- _Work task_:
A word-for-word retyping of the listing below is required, with the pictures dropped.

- _Source data_:
=== Begin Enclosure ===

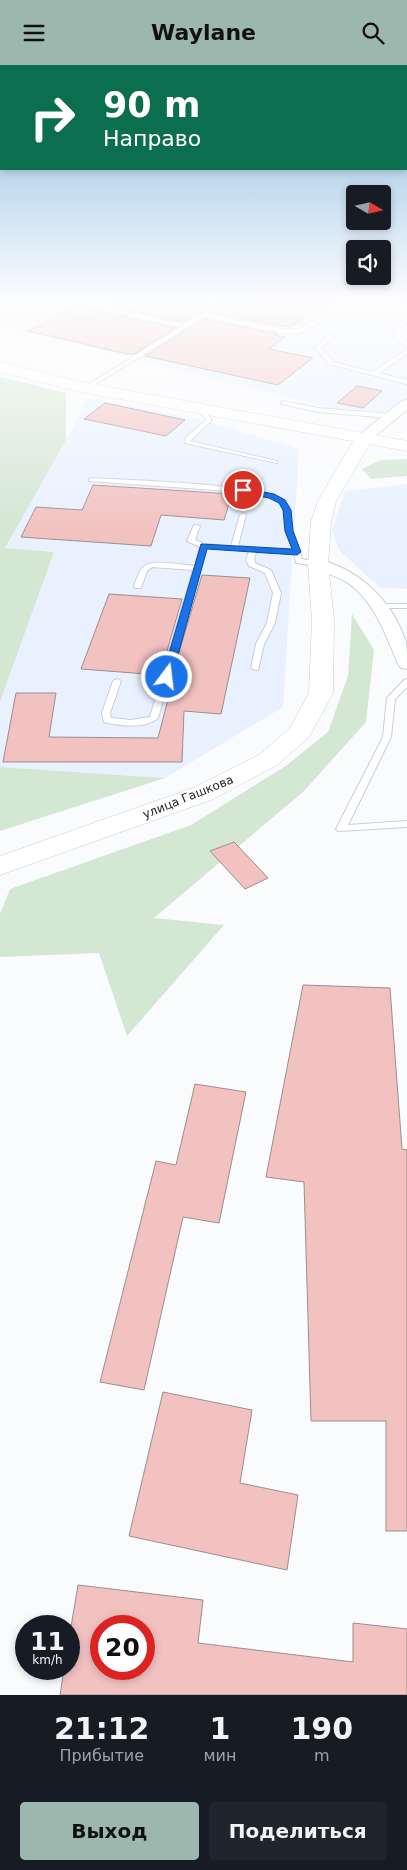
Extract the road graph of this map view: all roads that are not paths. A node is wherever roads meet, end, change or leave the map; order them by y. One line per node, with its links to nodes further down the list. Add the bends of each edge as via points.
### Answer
1 (41, 377): 5 (street)
2 (103, 377): 5 (lane)
3 (387, 377): 4 (lane)
4 (407, 382)
5 (86, 388): 8 (street)
6 (283, 403): 9 (lane, via 318,410)
7 (407, 404): 9 (street)
8 (200, 409): 10 (street); 12 (lane, via 209,420 186,442)
9 (391, 416): 10 (street)
10 (364, 438): 11 (street); 20 (street, улица Гашкова, via 327,501 321,522)
11 (407, 446)
12 (275, 462)
13 (91, 480): 19 (lane, via 243,490 272,496 282,501 287,510 289,531)
14 (242, 515): 17 (lane)
15 (196, 526): 16 (lane, via 191,541)
16 (204, 546): 17 (lane); 21 (lane)
17 (234, 548): 18 (lane)
18 (252, 549): 19 (lane); 26 (lane, via 252,565 268,572 277,593 271,623 260,644)
19 (297, 552): 20 (lane, via 299,561)
20 (318, 564): 23 (street, via 344,574 361,586); 30 (street, улица Гашкова, via 322,620 321,693 300,731 285,746 268,760 202,794)
21 (198, 568): 22 (lane, via 151,565 143,571); 27 (lane, via 154,718 107,720 106,713)
22 (138, 586)
23 (379, 606): 24 (lane); 25 (street)
24 (407, 606)
25 (407, 664)
26 (255, 668)
27 (117, 681)
28 (407, 682): 29 (lane, via 391,698 387,737 341,829)
29 (407, 824)
30 (0, 866)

=== End Enclosure ===

- _Expected answer_:
Extract the road graph of this map view: all roads that are not paths. A node is wherever roads meet, end, change or leave the map; order them by y. One line per node, with its links to nodes further down the list. Add the bends of each edge as via points.
### Answer
1 (41, 377): 5 (street)
2 (103, 377): 5 (lane)
3 (387, 377): 4 (lane)
4 (407, 382)
5 (86, 388): 8 (street)
6 (283, 403): 9 (lane, via 318,410)
7 (407, 404): 9 (street)
8 (200, 409): 10 (street); 12 (lane, via 209,420 186,442)
9 (391, 416): 10 (street)
10 (364, 438): 11 (street); 20 (street, улица Гашкова, via 327,501 321,522)
11 (407, 446)
12 (275, 462)
13 (91, 480): 19 (lane, via 243,490 272,496 282,501 287,510 289,531)
14 (242, 515): 17 (lane)
15 (196, 526): 16 (lane, via 191,541)
16 (204, 546): 17 (lane); 21 (lane)
17 (234, 548): 18 (lane)
18 (252, 549): 19 (lane); 26 (lane, via 252,565 268,572 277,593 271,623 260,644)
19 (297, 552): 20 (lane, via 299,561)
20 (318, 564): 23 (street, via 344,574 361,586); 30 (street, улица Гашкова, via 322,620 321,693 300,731 285,746 268,760 202,794)
21 (198, 568): 22 (lane, via 151,565 143,571); 27 (lane, via 154,718 107,720 106,713)
22 (138, 586)
23 (379, 606): 24 (lane); 25 (street)
24 (407, 606)
25 (407, 664)
26 (255, 668)
27 (117, 681)
28 (407, 682): 29 (lane, via 391,698 387,737 341,829)
29 (407, 824)
30 (0, 866)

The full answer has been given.